More properly, we're on v2, VRRP 3768 is v2 and we share protocol
number (112).  And our data planes share the same OUI, but that's
has nothing to do with being on version X or Y on any side, that's
a different problem.

> Currently you are worried that “CARP" != “VRRP" and still uses the
> same EUI-64.  But that’s a management problem.  Server guys run
> Solaris and VRRP[1] in the Solaris group, and Linux and VRRP in the
> Linux Group, or FreeBSD and VRRP (yes people do) in the group that
> tries to talk to the other two.  If they don’t talk to each other
> and the networking guys put the servers in the same subnet, they
> probably conflict.  *boom*   Needless to say that if they don’t tell
> the networking guys they conflict with the routers as well
> *boom*boom*
> Two different networking groups do redundancy failover and years
> later connect their routers;  4 routers run VRRP, same VRID by
> default.  *boom*
> The samples you can find are plenty.

Multiple deployments of the same protocol need coordination, but
that's expected.  Multiple deployments of a different protocols might
(and as our case shows, do) need coordination, but that's an
unexpected thing.

Change of used OUI space for CARP will prevent at least the part of
the breakage, the most unexpected part of the whole drama.

> People need to talk.   The fact that your server guys use a
> non-unique Ethernet address for CARP without talking to their local
> authority who’s in charge of the network first is nothing you can
> fix changing the number.   The fact that multiple deployments on the
> same subnet might exist is nothing a number change will fix.   I
> think the RFC uses the word “coordinate”.
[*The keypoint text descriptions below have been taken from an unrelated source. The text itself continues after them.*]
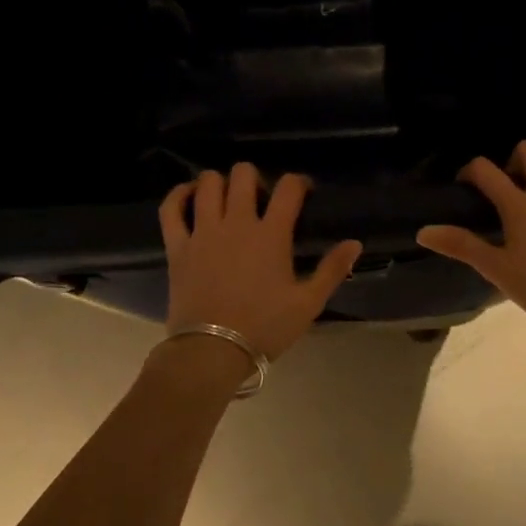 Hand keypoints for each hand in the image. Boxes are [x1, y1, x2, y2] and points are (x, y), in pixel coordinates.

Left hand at [158, 164, 361, 359]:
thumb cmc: (264, 327)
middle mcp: (236, 222)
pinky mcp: (178, 245)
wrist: (212, 351)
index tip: (302, 192)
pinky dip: (178, 195)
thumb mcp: (308, 303)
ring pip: (207, 184)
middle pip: (243, 175)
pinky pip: (171, 208)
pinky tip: (189, 195)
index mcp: (271, 234)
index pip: (288, 188)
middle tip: (260, 198)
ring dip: (219, 182)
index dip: (298, 182)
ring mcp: (203, 231)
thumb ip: (332, 270)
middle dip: (255, 178)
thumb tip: (355, 243)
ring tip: (226, 197) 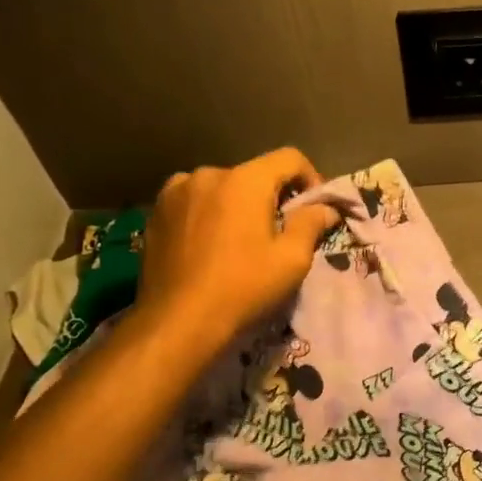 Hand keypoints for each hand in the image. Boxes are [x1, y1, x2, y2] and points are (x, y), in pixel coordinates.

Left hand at [134, 148, 342, 356]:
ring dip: (237, 205)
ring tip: (240, 240)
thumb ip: (311, 224)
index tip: (314, 209)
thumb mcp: (292, 260)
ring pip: (222, 187)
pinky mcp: (156, 212)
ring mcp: (177, 191)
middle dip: (272, 197)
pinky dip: (209, 213)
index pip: (290, 158)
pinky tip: (210, 244)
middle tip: (279, 232)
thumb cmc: (243, 288)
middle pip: (254, 174)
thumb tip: (325, 208)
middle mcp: (209, 174)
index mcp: (245, 180)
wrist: (177, 322)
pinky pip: (194, 201)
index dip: (310, 178) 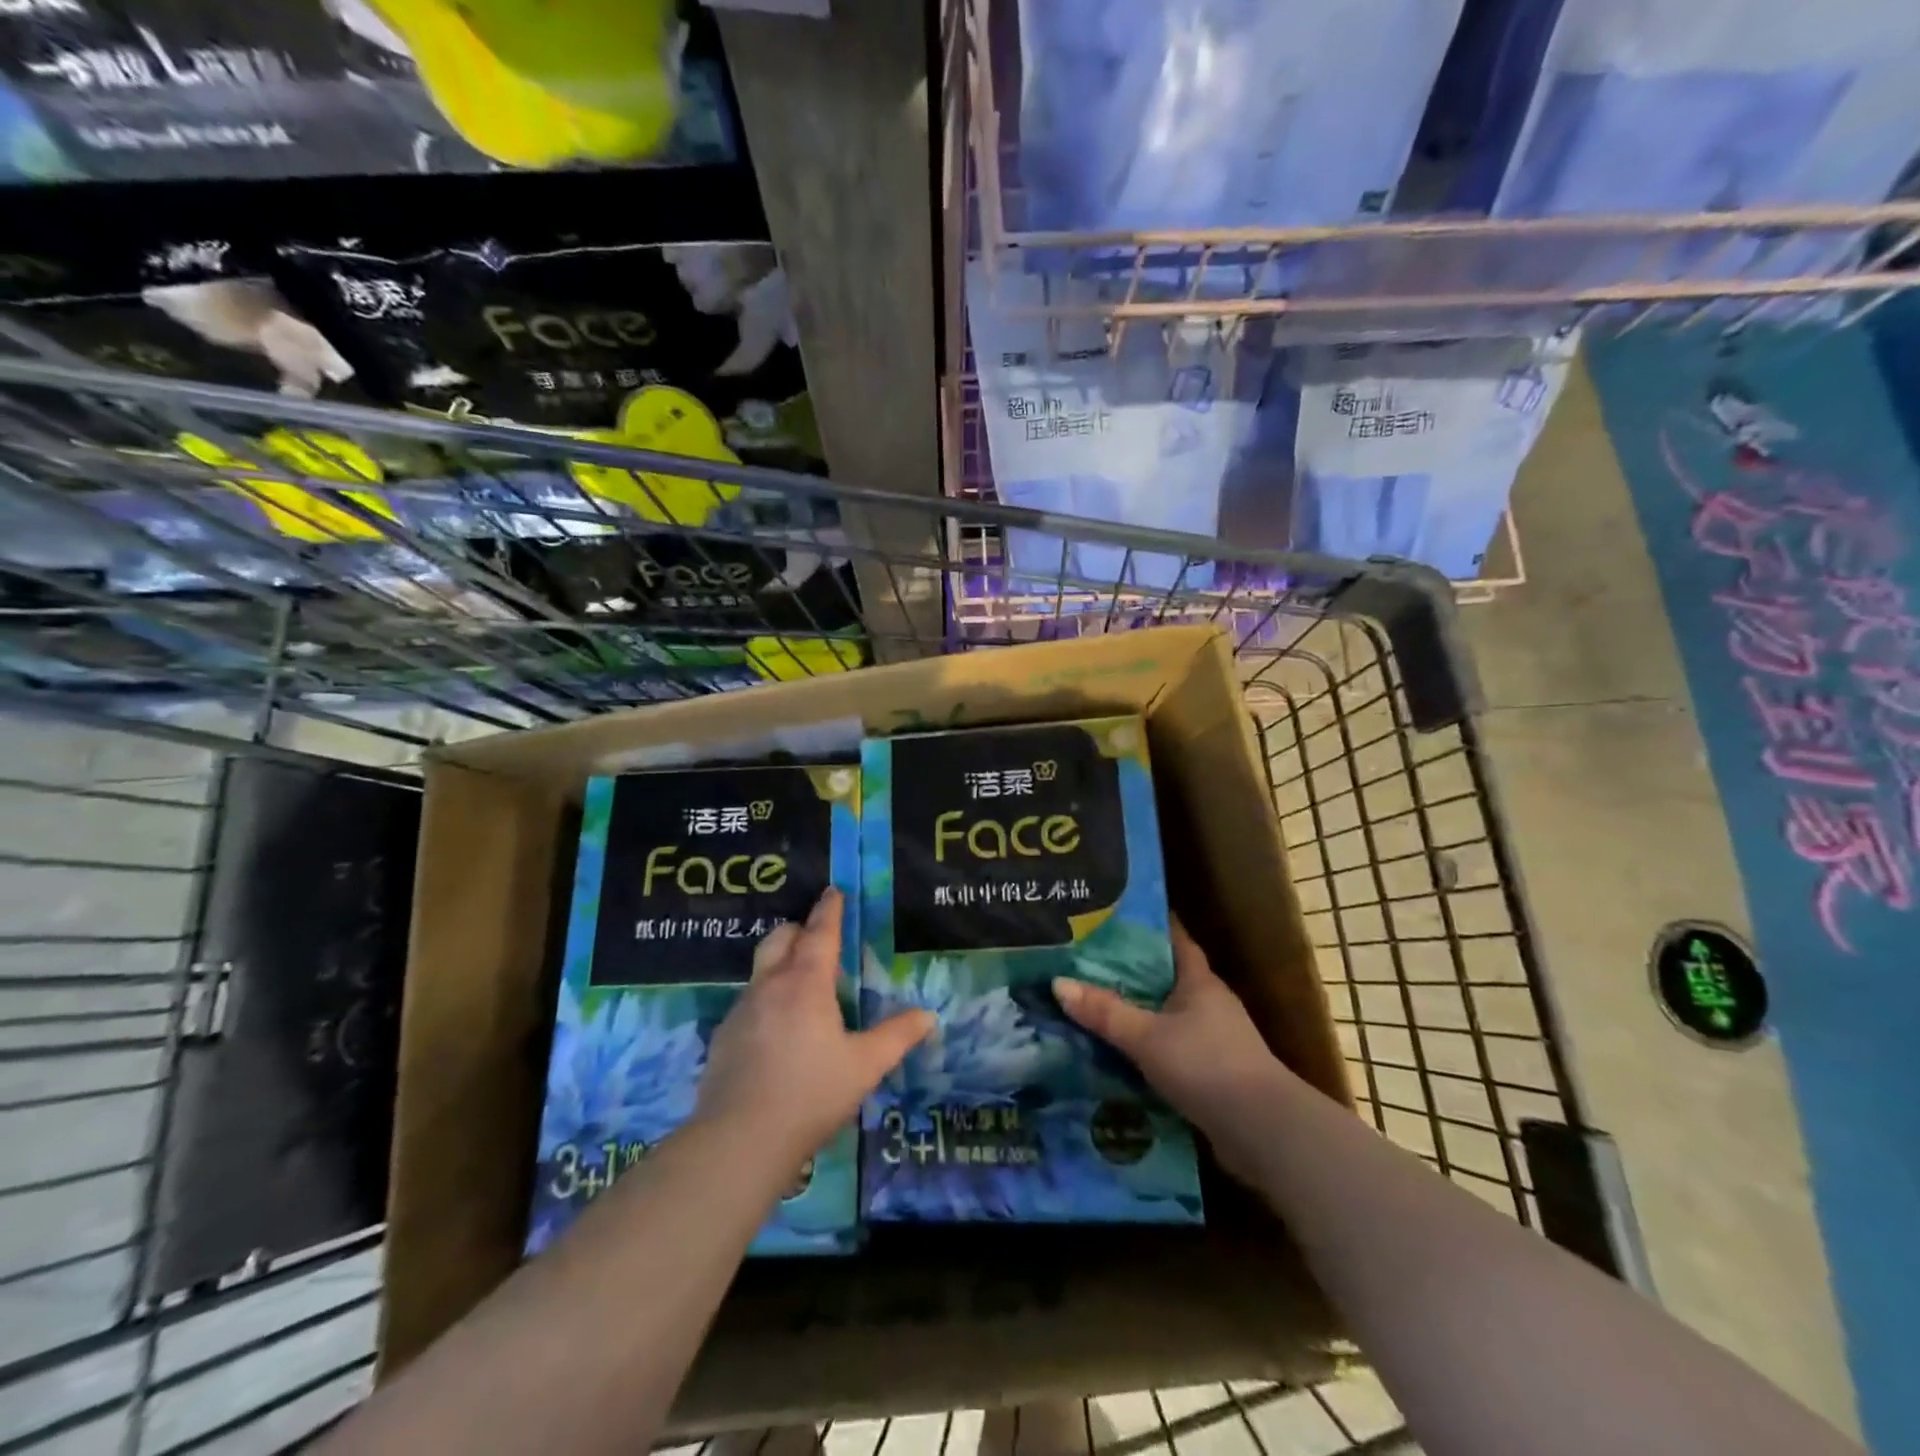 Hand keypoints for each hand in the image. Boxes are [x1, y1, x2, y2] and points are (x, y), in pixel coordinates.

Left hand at [697, 888, 933, 1167]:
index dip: (829, 910)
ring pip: (761, 970)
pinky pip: (748, 1002)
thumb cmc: (810, 1094)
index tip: (834, 891)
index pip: (820, 933)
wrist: (738, 1141)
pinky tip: (776, 1034)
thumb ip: (896, 1037)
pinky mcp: (722, 1037)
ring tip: (802, 989)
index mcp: (806, 984)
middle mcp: (770, 986)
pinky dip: (766, 1001)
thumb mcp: (864, 1066)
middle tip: (819, 940)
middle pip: (780, 938)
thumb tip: (928, 1016)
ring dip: (781, 965)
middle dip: (799, 930)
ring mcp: (741, 1010)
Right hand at [1053, 921, 1294, 1181]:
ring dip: (1135, 1012)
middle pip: (1164, 977)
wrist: (1264, 1132)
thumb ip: (1104, 1012)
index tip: (1112, 915)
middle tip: (1083, 960)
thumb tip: (1057, 982)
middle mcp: (1208, 1003)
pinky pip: (1168, 1048)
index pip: (1174, 938)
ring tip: (1089, 1005)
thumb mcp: (1147, 1036)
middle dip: (1128, 970)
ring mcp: (1213, 1039)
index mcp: (1199, 981)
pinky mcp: (1211, 1073)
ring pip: (1165, 1014)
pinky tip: (1114, 1053)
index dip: (1147, 925)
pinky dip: (1144, 1047)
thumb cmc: (1207, 1066) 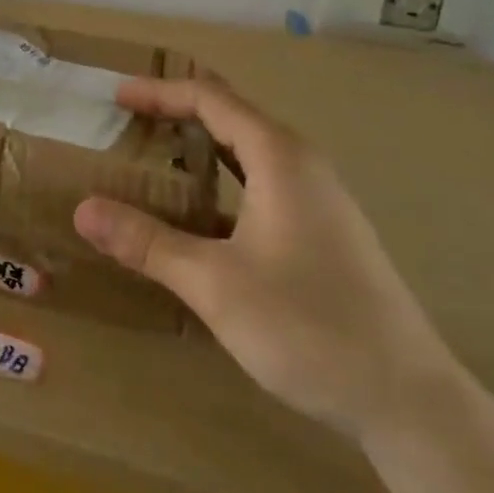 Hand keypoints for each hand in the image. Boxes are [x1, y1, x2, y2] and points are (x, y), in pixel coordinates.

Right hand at [73, 77, 458, 436]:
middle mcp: (302, 165)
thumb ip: (147, 243)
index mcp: (279, 157)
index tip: (116, 96)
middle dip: (178, 112)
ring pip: (249, 152)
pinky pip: (261, 184)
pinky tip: (199, 216)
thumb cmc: (309, 326)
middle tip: (129, 123)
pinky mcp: (324, 232)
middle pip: (232, 116)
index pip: (210, 99)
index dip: (160, 92)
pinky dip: (222, 182)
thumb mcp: (215, 283)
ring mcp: (318, 200)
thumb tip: (84, 210)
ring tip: (154, 160)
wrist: (409, 400)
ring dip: (201, 147) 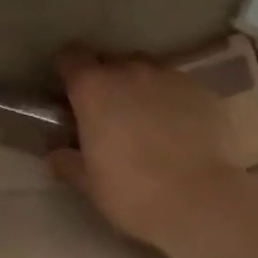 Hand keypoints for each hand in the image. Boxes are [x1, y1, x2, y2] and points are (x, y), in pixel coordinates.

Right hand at [49, 46, 246, 248]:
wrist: (202, 201)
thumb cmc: (134, 191)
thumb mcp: (91, 184)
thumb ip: (69, 163)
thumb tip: (55, 156)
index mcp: (93, 88)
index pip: (71, 57)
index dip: (69, 70)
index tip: (71, 91)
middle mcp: (128, 70)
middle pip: (111, 61)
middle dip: (108, 80)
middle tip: (111, 113)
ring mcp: (168, 76)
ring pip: (147, 70)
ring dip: (141, 87)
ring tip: (148, 120)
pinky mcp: (201, 89)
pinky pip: (178, 86)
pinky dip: (173, 100)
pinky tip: (181, 130) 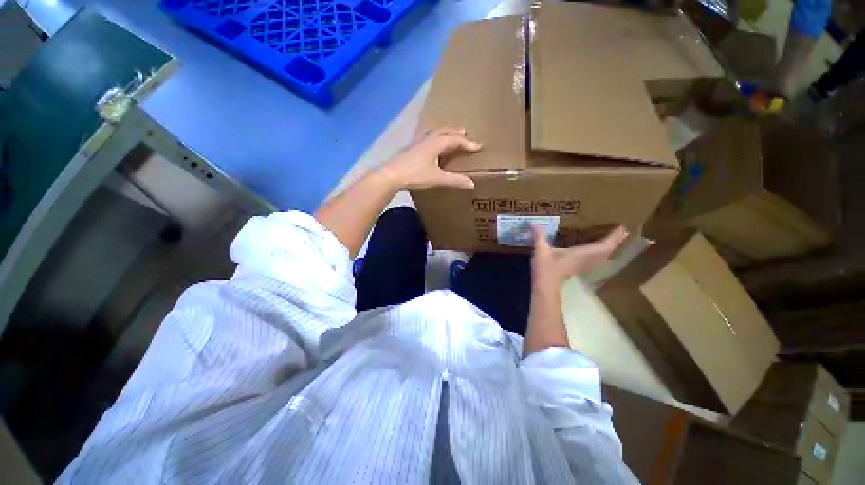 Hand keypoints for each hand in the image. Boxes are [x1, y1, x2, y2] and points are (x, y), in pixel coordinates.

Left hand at [378, 127, 481, 190]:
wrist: (391, 175)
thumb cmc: (415, 175)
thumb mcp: (437, 178)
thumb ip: (455, 180)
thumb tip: (472, 184)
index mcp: (436, 143)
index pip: (455, 140)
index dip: (467, 143)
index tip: (478, 146)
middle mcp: (427, 139)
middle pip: (444, 131)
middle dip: (455, 132)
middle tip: (465, 133)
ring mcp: (417, 143)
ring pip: (434, 133)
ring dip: (444, 133)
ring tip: (449, 136)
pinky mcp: (411, 149)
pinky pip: (426, 139)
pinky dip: (434, 139)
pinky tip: (430, 147)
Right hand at [531, 225, 628, 288]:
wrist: (545, 286)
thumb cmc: (546, 268)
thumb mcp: (541, 250)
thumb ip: (539, 237)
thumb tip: (534, 223)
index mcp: (581, 253)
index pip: (604, 245)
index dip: (614, 237)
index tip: (623, 228)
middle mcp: (586, 259)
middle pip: (607, 251)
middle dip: (616, 241)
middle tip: (622, 232)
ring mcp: (583, 265)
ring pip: (602, 256)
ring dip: (609, 248)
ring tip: (613, 240)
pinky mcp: (577, 268)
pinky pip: (595, 260)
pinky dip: (600, 254)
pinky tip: (596, 252) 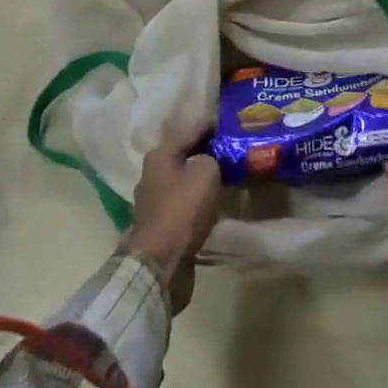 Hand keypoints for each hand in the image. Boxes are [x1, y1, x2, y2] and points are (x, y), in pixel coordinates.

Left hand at [122, 134, 220, 312]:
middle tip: (234, 150)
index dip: (213, 125)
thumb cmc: (182, 210)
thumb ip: (213, 156)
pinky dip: (199, 200)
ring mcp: (155, 200)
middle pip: (186, 154)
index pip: (191, 129)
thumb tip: (212, 160)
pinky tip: (216, 201)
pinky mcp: (161, 224)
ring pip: (185, 179)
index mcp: (160, 154)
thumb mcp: (206, 172)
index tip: (233, 123)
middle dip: (208, 152)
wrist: (160, 264)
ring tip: (229, 175)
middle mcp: (153, 173)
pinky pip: (185, 202)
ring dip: (203, 177) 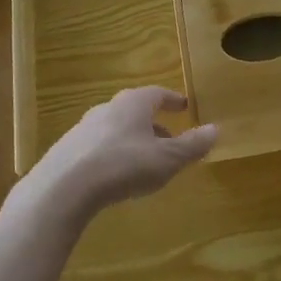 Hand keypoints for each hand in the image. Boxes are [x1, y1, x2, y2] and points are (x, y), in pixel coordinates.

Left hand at [28, 87, 217, 216]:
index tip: (183, 105)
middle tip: (169, 137)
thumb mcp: (167, 159)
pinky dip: (113, 154)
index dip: (172, 100)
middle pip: (135, 110)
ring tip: (145, 160)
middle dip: (154, 123)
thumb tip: (216, 129)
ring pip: (116, 128)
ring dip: (133, 139)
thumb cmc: (124, 165)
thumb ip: (192, 145)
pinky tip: (116, 175)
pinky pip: (98, 146)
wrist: (65, 186)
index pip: (158, 94)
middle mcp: (108, 108)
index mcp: (133, 103)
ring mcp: (84, 128)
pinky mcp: (67, 150) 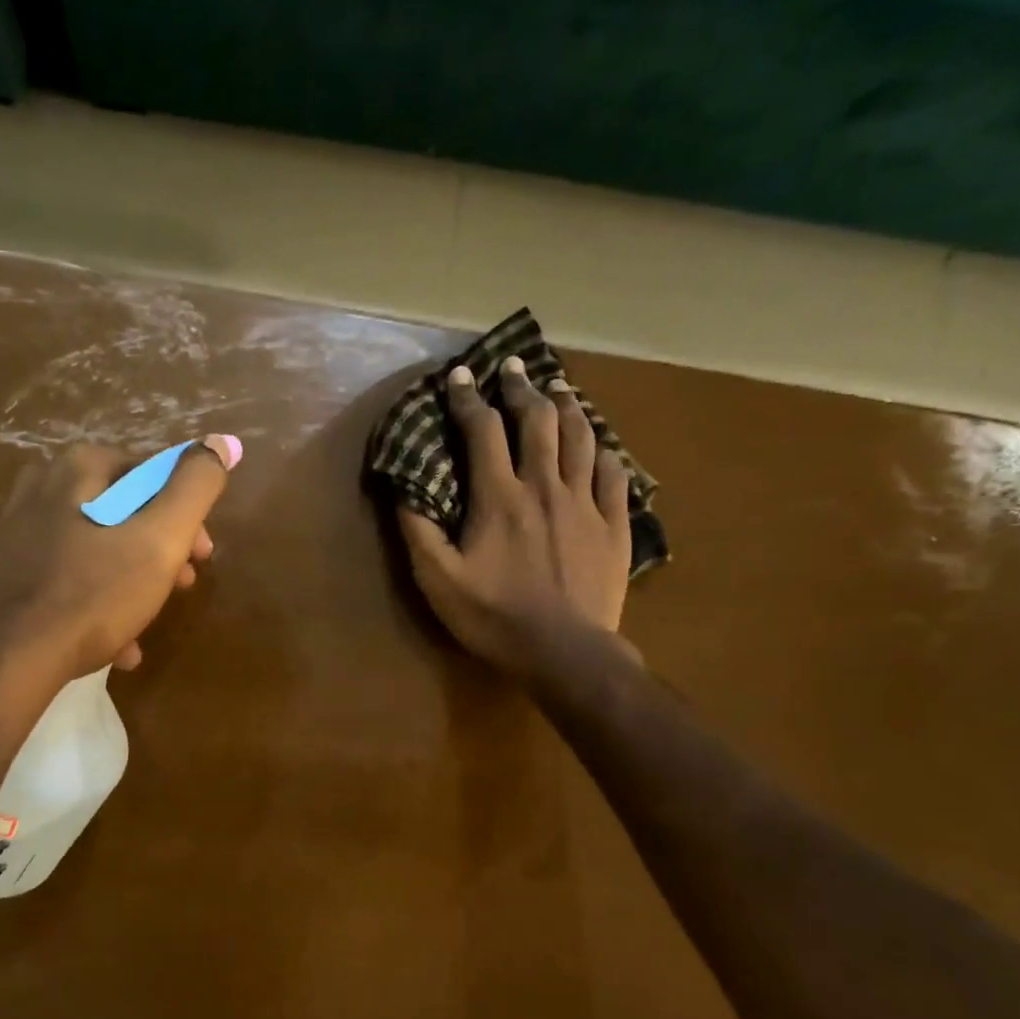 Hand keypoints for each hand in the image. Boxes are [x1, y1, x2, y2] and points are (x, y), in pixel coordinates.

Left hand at [0, 436, 240, 692]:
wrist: (0, 662)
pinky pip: (65, 580)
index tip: (202, 556)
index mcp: (79, 469)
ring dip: (131, 582)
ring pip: (95, 549)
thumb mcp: (159, 540)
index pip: (152, 473)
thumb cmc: (90, 595)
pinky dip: (95, 604)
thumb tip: (224, 441)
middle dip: (160, 550)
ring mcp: (17, 533)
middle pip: (123, 512)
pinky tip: (114, 645)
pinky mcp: (3, 574)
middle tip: (180, 587)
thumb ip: (195, 487)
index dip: (187, 514)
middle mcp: (41, 488)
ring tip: (148, 622)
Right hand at [399, 359, 633, 676]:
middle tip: (515, 366)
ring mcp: (585, 504)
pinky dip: (606, 452)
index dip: (468, 399)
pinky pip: (616, 476)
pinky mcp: (614, 526)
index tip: (460, 375)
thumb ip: (418, 529)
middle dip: (522, 388)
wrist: (564, 652)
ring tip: (560, 387)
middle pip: (537, 421)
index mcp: (499, 496)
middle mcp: (545, 486)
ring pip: (581, 439)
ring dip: (568, 407)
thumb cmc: (493, 616)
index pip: (482, 431)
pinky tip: (601, 444)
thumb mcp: (438, 579)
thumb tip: (403, 487) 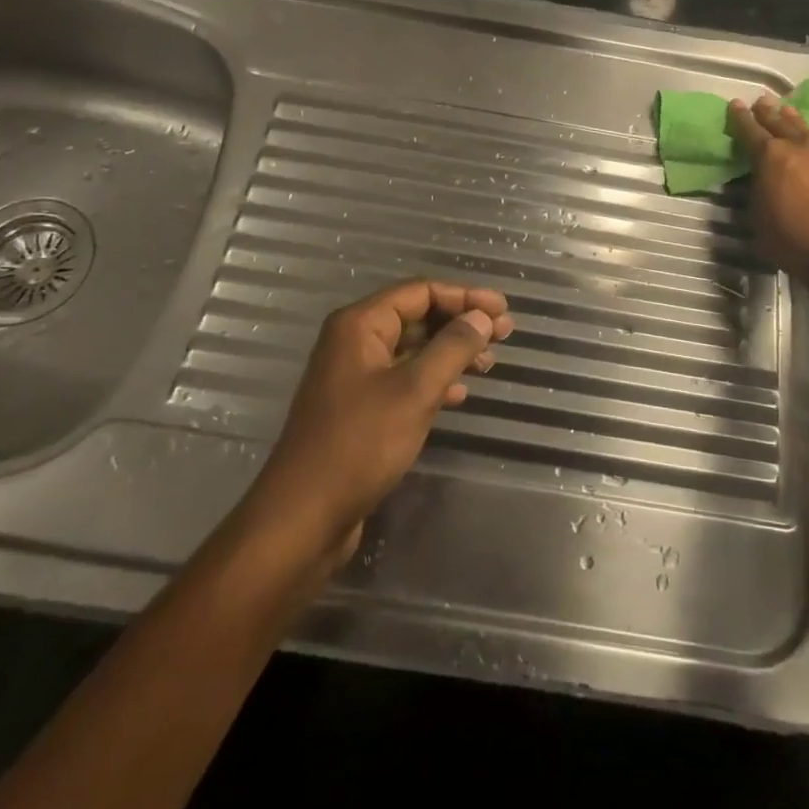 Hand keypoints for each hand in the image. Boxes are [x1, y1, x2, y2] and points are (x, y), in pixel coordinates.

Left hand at [240, 279, 514, 562]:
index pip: (420, 291)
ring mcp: (354, 376)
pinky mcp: (358, 408)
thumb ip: (452, 347)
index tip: (502, 310)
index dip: (465, 296)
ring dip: (451, 351)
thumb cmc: (360, 444)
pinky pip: (403, 379)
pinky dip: (433, 379)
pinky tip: (459, 394)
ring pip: (412, 349)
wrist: (304, 516)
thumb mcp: (415, 390)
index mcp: (360, 324)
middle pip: (416, 316)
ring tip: (488, 363)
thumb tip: (481, 316)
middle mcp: (354, 341)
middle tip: (504, 334)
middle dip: (461, 322)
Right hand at [727, 95, 808, 275]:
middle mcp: (798, 147)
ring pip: (806, 128)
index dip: (740, 118)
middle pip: (778, 122)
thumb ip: (758, 195)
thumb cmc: (794, 241)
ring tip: (787, 109)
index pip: (749, 131)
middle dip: (767, 112)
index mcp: (768, 158)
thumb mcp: (759, 220)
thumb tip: (760, 185)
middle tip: (761, 101)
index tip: (735, 104)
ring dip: (794, 118)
People need to talk, yes.  But do BGP heads will announce the
technical details of what they are doing to the Squid cluster guys
(picking protocol and software names arbitrary)?  Not sure.  Hell,
I am sure they won't.

And if we speak about RFCs: we need protocol specifications at all not
only because people should know how they work, but also to avoid
messing (perhaps unintentionally) some technical details of the
protocols making different ones to bring havoc if used together.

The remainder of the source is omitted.